◆ What is needed
Scan the records for the string "Keep". State how many lines contain it and add nothing.

◆ Data records
= = = =

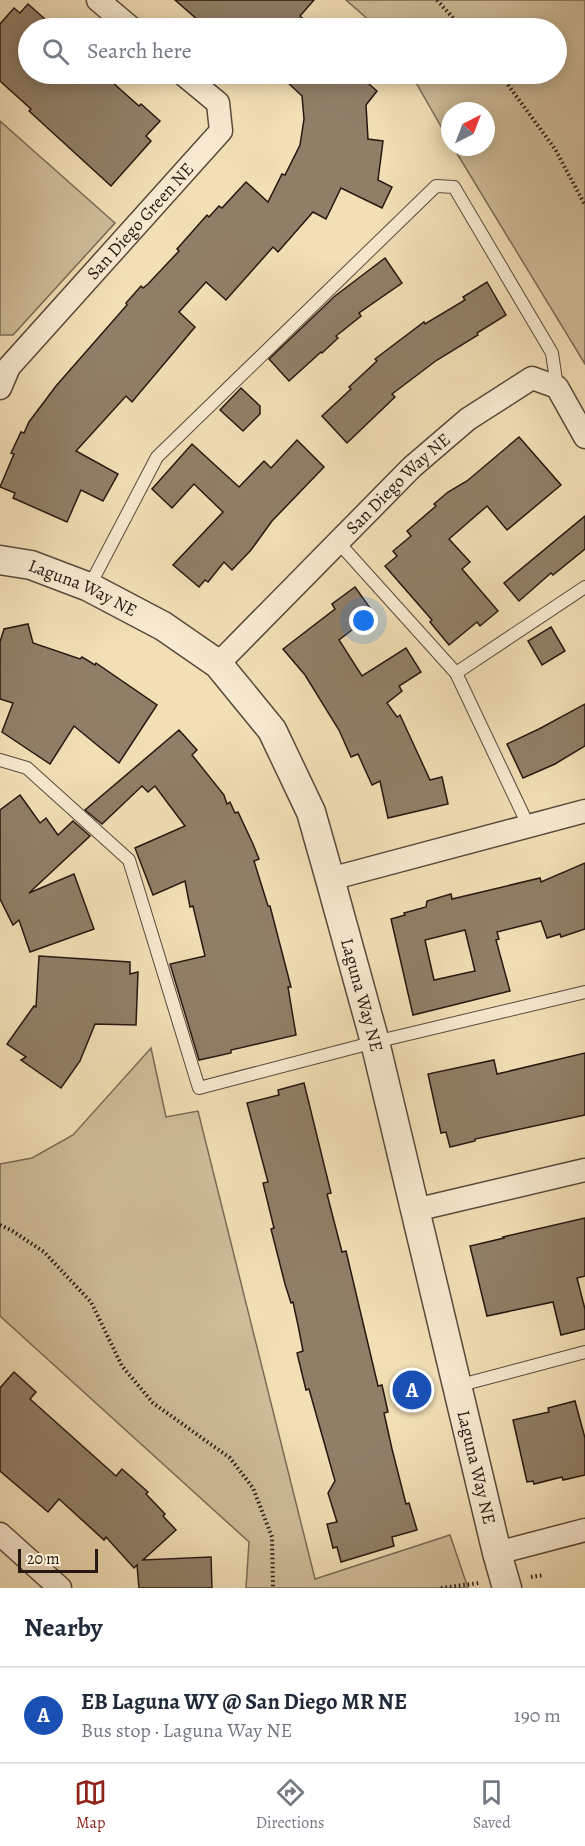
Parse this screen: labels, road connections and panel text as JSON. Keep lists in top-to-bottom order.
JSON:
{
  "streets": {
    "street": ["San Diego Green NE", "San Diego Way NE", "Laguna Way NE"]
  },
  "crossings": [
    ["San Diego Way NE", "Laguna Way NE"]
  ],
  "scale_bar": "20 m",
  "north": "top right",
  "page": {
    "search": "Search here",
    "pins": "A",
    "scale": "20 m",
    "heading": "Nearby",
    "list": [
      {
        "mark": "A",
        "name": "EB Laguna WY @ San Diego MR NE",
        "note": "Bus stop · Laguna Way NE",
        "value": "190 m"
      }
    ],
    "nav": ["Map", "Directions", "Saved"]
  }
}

= = = =

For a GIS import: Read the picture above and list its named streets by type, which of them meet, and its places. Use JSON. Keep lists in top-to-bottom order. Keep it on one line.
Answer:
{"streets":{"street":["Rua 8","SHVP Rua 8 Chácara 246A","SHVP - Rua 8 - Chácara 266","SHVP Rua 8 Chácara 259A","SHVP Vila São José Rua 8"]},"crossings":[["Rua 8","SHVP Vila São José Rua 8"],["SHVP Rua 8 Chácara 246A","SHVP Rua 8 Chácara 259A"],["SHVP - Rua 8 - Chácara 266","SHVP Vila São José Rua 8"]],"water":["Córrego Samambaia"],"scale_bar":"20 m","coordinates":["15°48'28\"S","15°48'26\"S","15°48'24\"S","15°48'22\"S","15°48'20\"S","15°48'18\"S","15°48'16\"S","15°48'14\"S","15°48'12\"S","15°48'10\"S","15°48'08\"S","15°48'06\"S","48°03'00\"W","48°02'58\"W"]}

= = = =

◆ Exercise response
2